Dessin de L. Trinquier.
Les essais de 1886 lui avaient montré d'une façon indéniable que les forts existant à cette époque étaient incapables de résister aux obus-torpilles, et que leurs murs de revêtement s'écroulaient d'une façon instantanée quand un obus à grande capacité venait éclater derrière eux, dans les terres qu'ils étaient chargés de soutenir.
Aussi le général Brialmont n'avait-il pas été long à comprendre qu'il fallait remplacer la maçonnerie classique des voûtes, maçonnerie si facile à fissurer, par une matière homogène et résistante comme le béton de ciment, et cela tout en triplant les épaisseurs habituellement employées. On revenait ainsi, par un détour quelque peu inattendu, à un genre de fortification qui rappelait singulièrement celle du moyen âge et les massifs imposants que l'on admire encore dans les donjons de Ham, de Coucy et de Vincennes.
Le général Brialmont avait également compris que les canons des forts, installés dans des emplacements trop visibles ou trop facilement repérables, étaient devenus incapables de tirer utilement à ciel ouvert et qu'il fallait les cuirasser ou les établir dans des coupoles tournantes, si l'on voulait pouvoir conserver leurs feux.
D'accord avec l'ancienne école française, le général avait voulu garder aux forts détachés un rôle prépondérant depuis le début de l'attaque jusqu'à la fin du siège, alors que les Allemands prétendent encore ne faire entrer les forts en jeu qu'au moment de l'attaque rapprochée. A sa manière de procéder, il trouvait notamment l'avantage primordial de garantir la place contre les surprises ou les attaques brusquées de l'adversaire. «La principale garantie contre les attaques de vive force réside, écrivait-il, dans l'impossibilité où se trouve l'assiégeant de réduire au silence les bouches à feu cuirassées des forts.»
Les événements qui viennent de se passer en Belgique démontrent jusqu'à l'évidence la parfaite justesse des conclusions du général Brialmont. Grâce à lui les Allemands se sont trouvés, la semaine dernière, en présence de forts qu'il est à peu près impossible de réduire en quelques heures par une attaque brusquée, quelle qu'en soit la puissance. Peut-être contre une attaque régulière, menée à loisir et longuement prolongée, présenteraient-ils une résistance moins grande que les petits forts plats, à faible relief et servant de mère nourrice à de nombreuses batteries annexes qui sont aujourd'hui à la mode; mais la preuve est faite qu'ils ne risquent pas de succomber le premier jour dans une lutte engagée à l'improviste contre des effectifs écrasants.
Les forts construits par le général Brialmont à Liége et aussi, il ne faut pas l'oublier, à Namur, sont donc des ouvrages très puissants.
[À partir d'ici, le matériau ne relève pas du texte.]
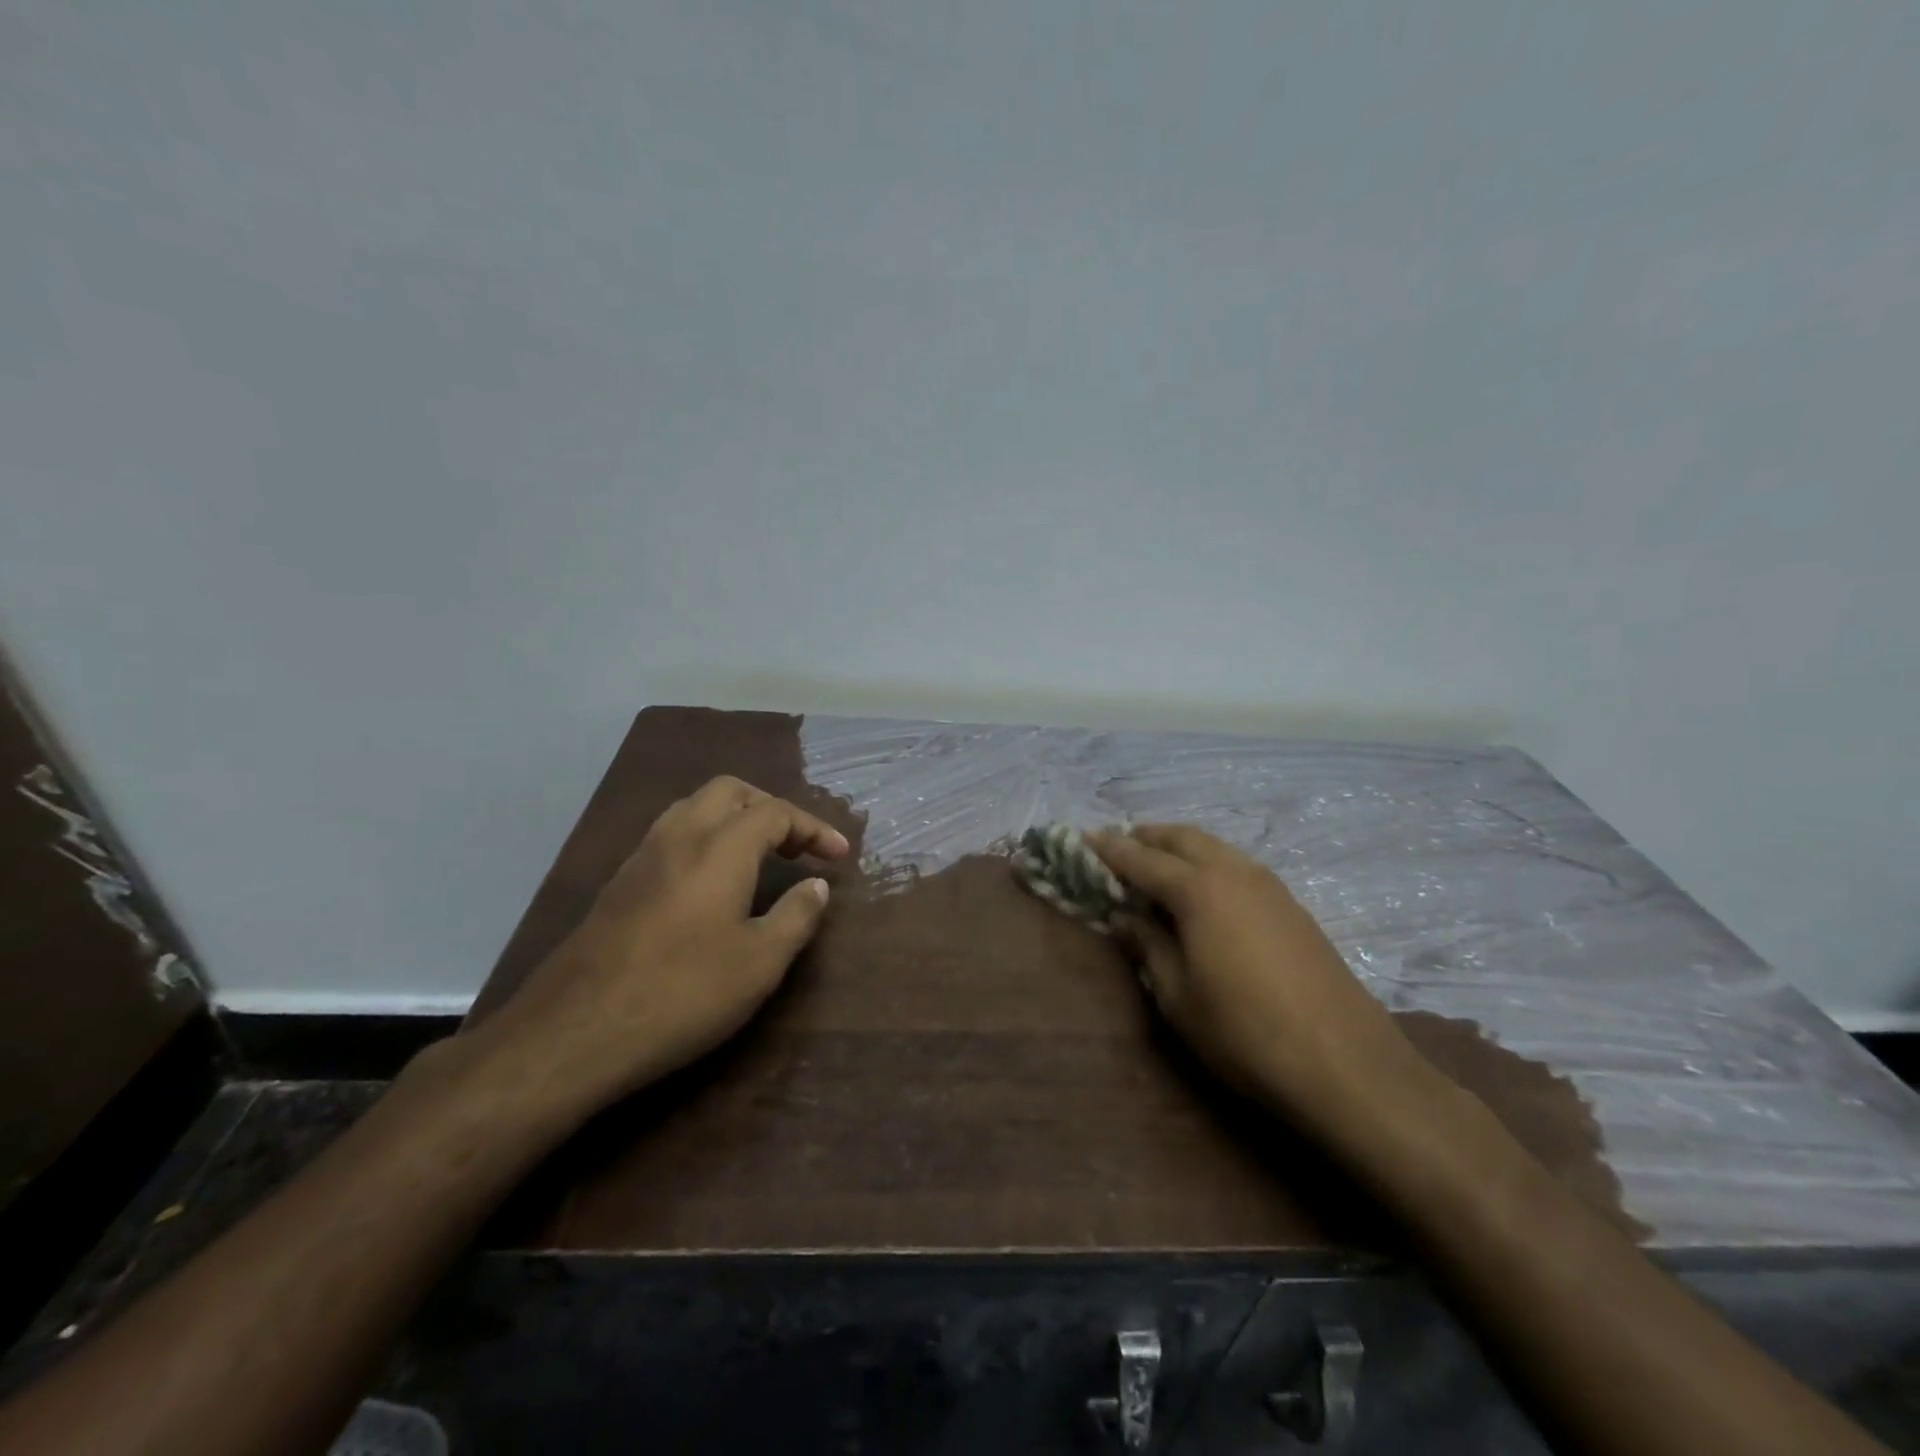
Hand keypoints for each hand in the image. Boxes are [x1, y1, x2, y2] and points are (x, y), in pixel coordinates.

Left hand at [459, 776, 850, 1123]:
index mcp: (720, 847)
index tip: (840, 855)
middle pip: (731, 792)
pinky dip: (705, 838)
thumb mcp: (759, 963)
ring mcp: (642, 857)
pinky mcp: (619, 883)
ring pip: (695, 808)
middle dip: (771, 808)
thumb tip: (816, 886)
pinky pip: (672, 835)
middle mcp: (679, 836)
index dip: (814, 828)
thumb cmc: (681, 993)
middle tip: (796, 846)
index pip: (776, 812)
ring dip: (735, 819)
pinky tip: (712, 883)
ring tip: (759, 856)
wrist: (573, 1032)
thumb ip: (797, 916)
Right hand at [1089, 825, 1436, 1136]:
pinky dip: (1210, 863)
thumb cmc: (1244, 1033)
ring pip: (1215, 847)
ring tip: (1159, 863)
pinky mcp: (1293, 907)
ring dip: (1181, 847)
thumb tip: (1125, 917)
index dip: (1110, 849)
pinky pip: (1238, 866)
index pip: (1141, 859)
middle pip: (1183, 838)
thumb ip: (1148, 947)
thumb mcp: (1178, 997)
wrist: (1346, 1065)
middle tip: (1121, 845)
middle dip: (1148, 837)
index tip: (1084, 837)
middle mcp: (1234, 873)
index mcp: (1198, 890)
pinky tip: (1206, 891)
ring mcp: (1270, 886)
Ils comprennent onze canons, courts ou longs, tous cuirassés, capables d'entretenir la lutte contre l'artillerie de l'adversaire aux distances les plus considérables comme aux distances les plus rapprochées. Leur calibre varie de 120 à 210 m/m. Ils comprennent en outre quatre canons à tir rapide de 57 m/m placés dans des tourelles solides et qui assurent, avec le feu de l'infanterie et les mitrailleuses, la défense rapprochée et le flanquement des abords. Enfin, ils possèdent des observatoires cuirassés et un projecteur électrique également cuirassé. Ils ont donc tout ce qu'il faut pour se défendre et pour voir, même la nuit.
Un fort de ce genre présente évidemment une puissance considérable en même temps qu'une résistance passive extrêmement remarquable: les Allemands viennent d'en faire la fâcheuse expérience. Il a, par contre, l'inconvénient de coûter fort cher, et l'on ne saurait trop admirer la petite nation belge d'avoir su consacrer tant de millions à la défense de son territoire. Elle a donné là l'exemple d'une admirable prévoyance, prévoyance qui jure quelque peu avec l'inconscience des marchands de terrain qui prétendaient, il y a quelques jours encore, démolir les fortifications de Paris.
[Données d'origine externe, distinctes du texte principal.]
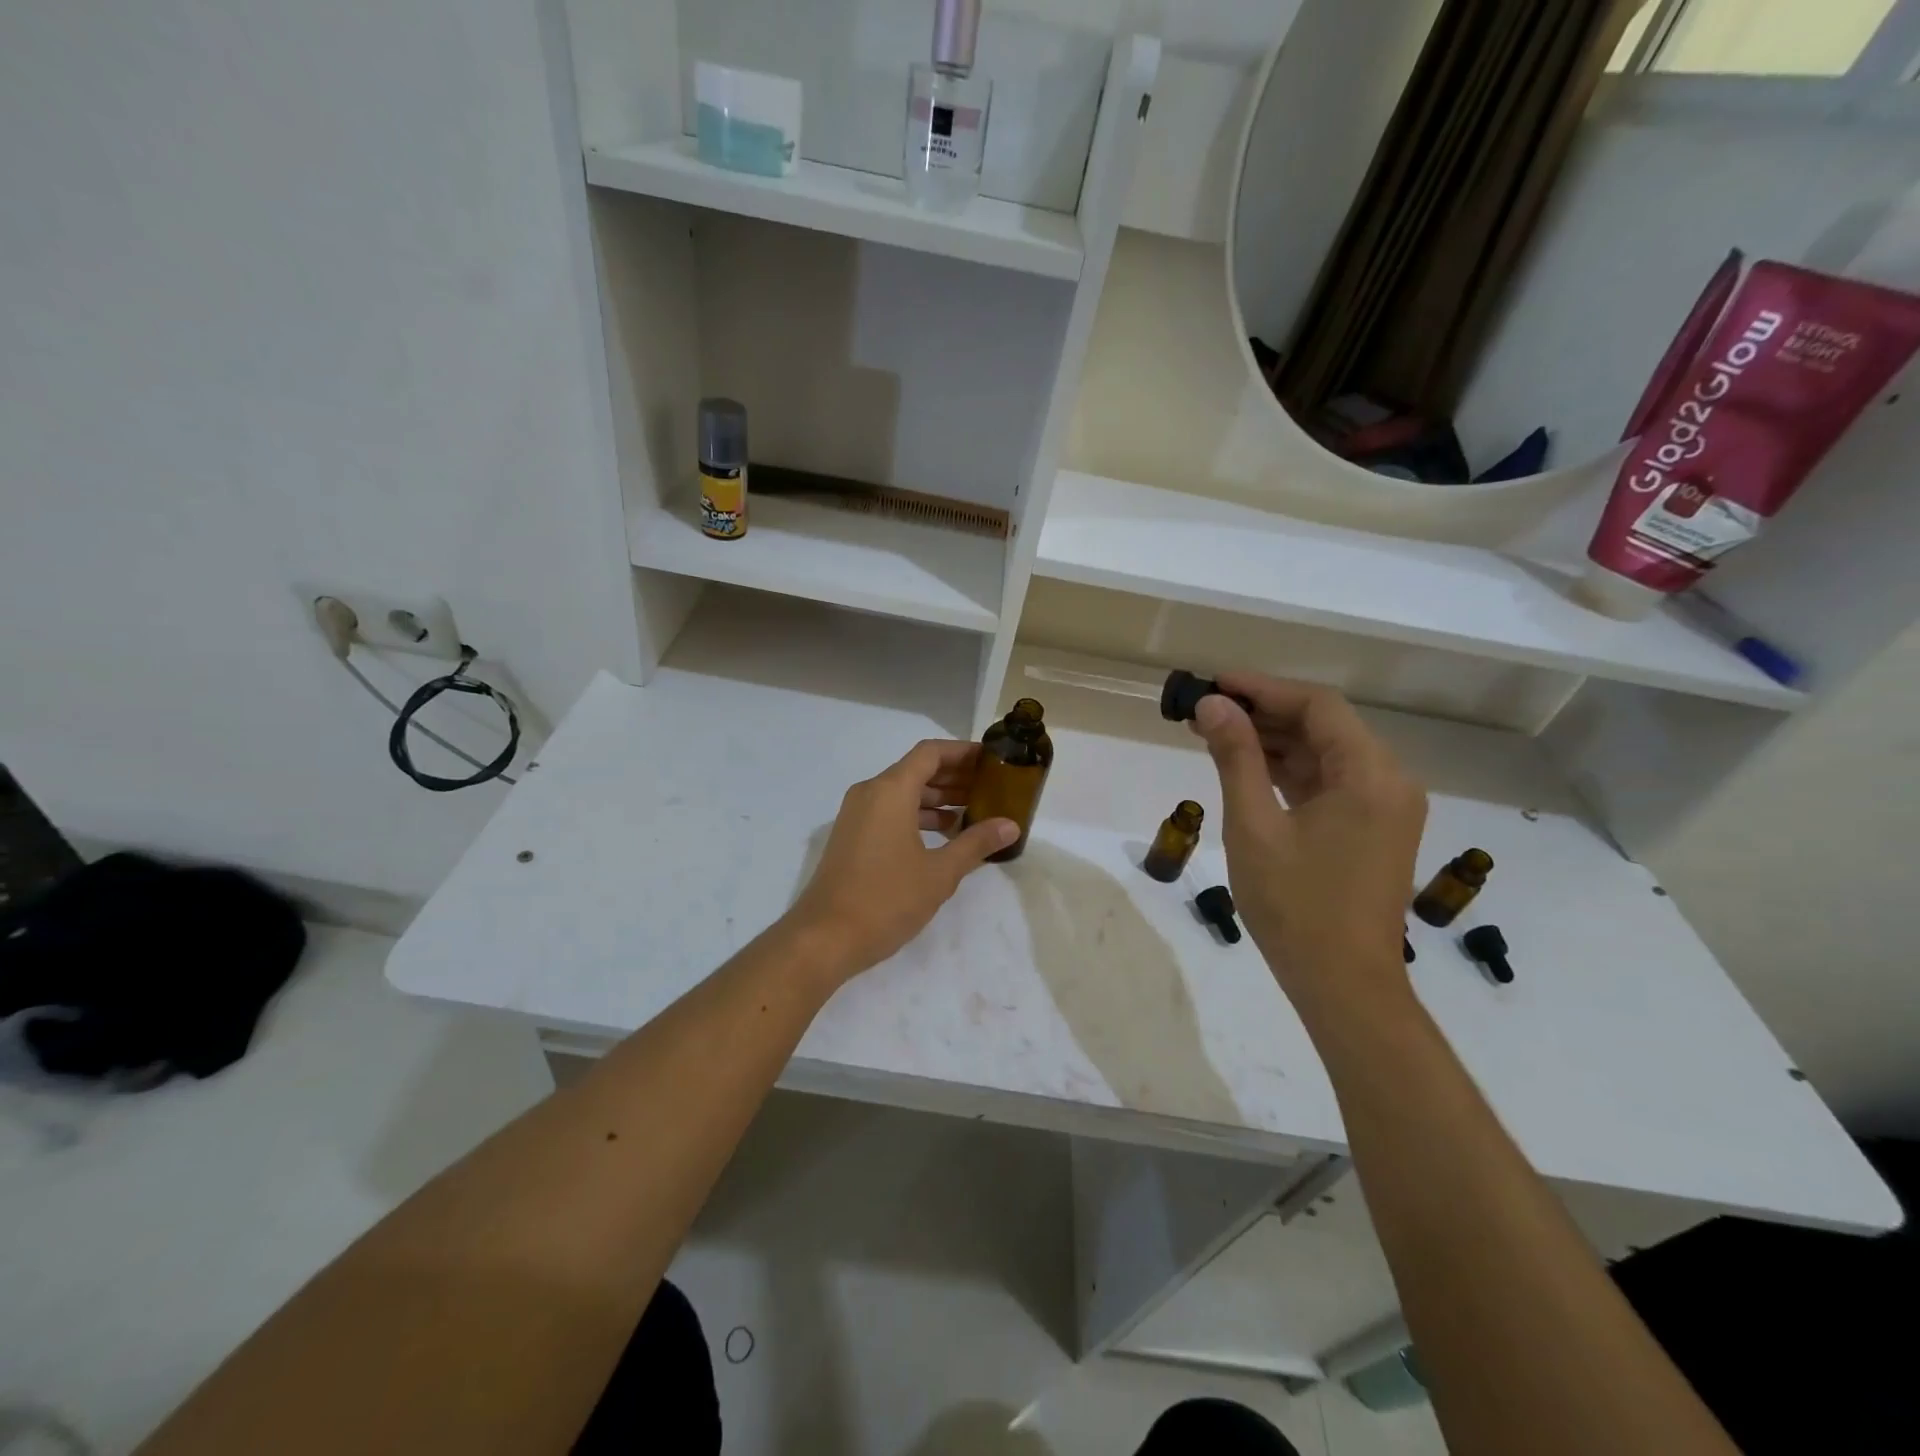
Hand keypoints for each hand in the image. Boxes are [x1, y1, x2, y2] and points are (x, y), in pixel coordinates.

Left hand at [780, 740, 1017, 984]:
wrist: (825, 937)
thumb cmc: (886, 899)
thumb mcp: (939, 873)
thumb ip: (975, 843)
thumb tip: (1011, 825)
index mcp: (890, 791)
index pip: (930, 753)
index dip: (963, 752)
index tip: (992, 759)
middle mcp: (870, 793)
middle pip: (917, 770)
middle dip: (954, 776)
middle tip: (991, 786)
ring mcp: (857, 815)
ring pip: (903, 792)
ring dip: (937, 798)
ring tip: (974, 811)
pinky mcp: (853, 836)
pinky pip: (890, 811)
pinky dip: (918, 815)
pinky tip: (944, 835)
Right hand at [1191, 674, 1426, 1015]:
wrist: (1343, 984)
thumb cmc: (1295, 905)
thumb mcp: (1254, 826)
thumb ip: (1236, 757)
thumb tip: (1213, 705)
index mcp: (1369, 775)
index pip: (1318, 706)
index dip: (1262, 688)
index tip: (1214, 684)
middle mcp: (1390, 781)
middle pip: (1325, 725)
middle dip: (1264, 713)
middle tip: (1206, 710)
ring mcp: (1385, 807)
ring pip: (1326, 752)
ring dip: (1275, 740)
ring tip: (1216, 734)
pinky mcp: (1374, 828)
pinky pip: (1331, 781)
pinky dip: (1291, 770)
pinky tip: (1248, 766)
Oui, la bonne fortification coûte cher; mais, seule, la bonne fortification est capable de résister longtemps et, comme le dit le Règlement de 1891 sur le service des places, il ne faut pas oublier que «DE LA REDDITION D'UNE PLACE RETARDÉE OU AVANCÉE D'UN SEUL JOUR PEUT DÉPENDRE LE SALUT DU PAYS».
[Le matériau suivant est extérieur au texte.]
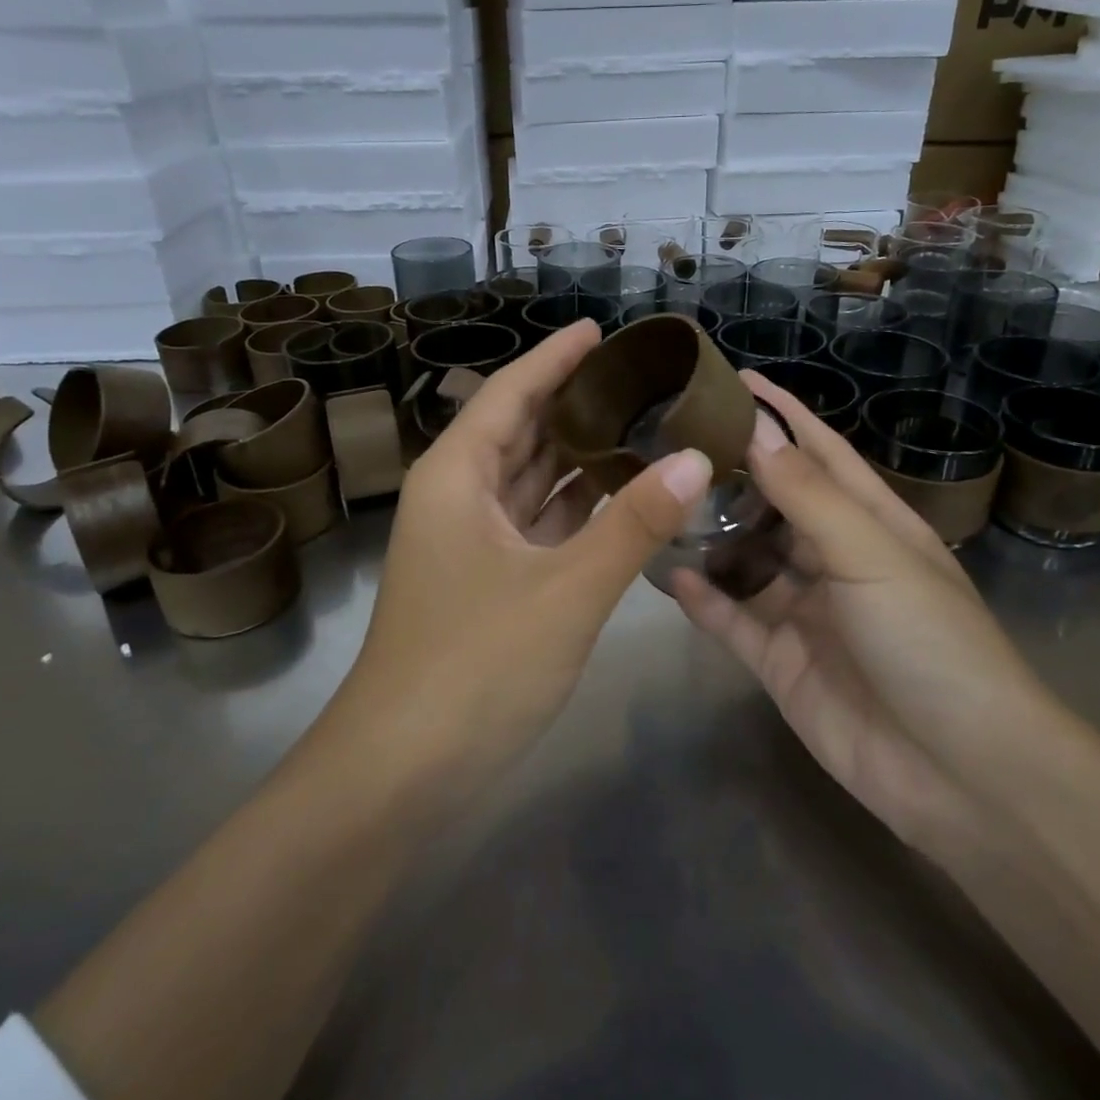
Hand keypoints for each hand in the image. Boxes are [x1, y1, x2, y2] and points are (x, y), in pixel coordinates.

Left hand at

Les fortifications du général Brialmont viennent de sauver la Belgique.
Le mode d'attaque que les Allemands ont employé contre la place de Liége est dû à un général allemand, le général von Sauer.
L'attaque à la Sauer n'est autre chose qu'une attaque brusquée. L'assaillant étudie d'abord la place de son mieux au moyen de reconnaissances qui viennent compléter les renseignements obtenus en temps de paix, puis il refoule résolument le défenseur en arrière de la ligne des forts. Pour cela, il commence par bombarder énergiquement, avec son artillerie de campagne et les pièces du parc léger de siège, les positions avancées installées en avant des forts; il opère autant que possible partout à la fois de manière à laisser la défense dans l'indécision, et, quand l'adversaire est ébranlé, il donne l'assaut avec une extrême vigueur. Les troupes de la défense refoulées derrière les forts, il installe la nuit ses pièces de siège à environ deux kilomètres des ouvrages qu'il veut attaquer et il ouvre le feu le lendemain matin avec ces pièces aidées par l'artillerie de campagne. Toute cette artillerie inonde les forts et les batteries attenantes de shrapnels et d'obus de façon à annihiler l'artillerie de la défense en tuant les servants et décimant la garnison.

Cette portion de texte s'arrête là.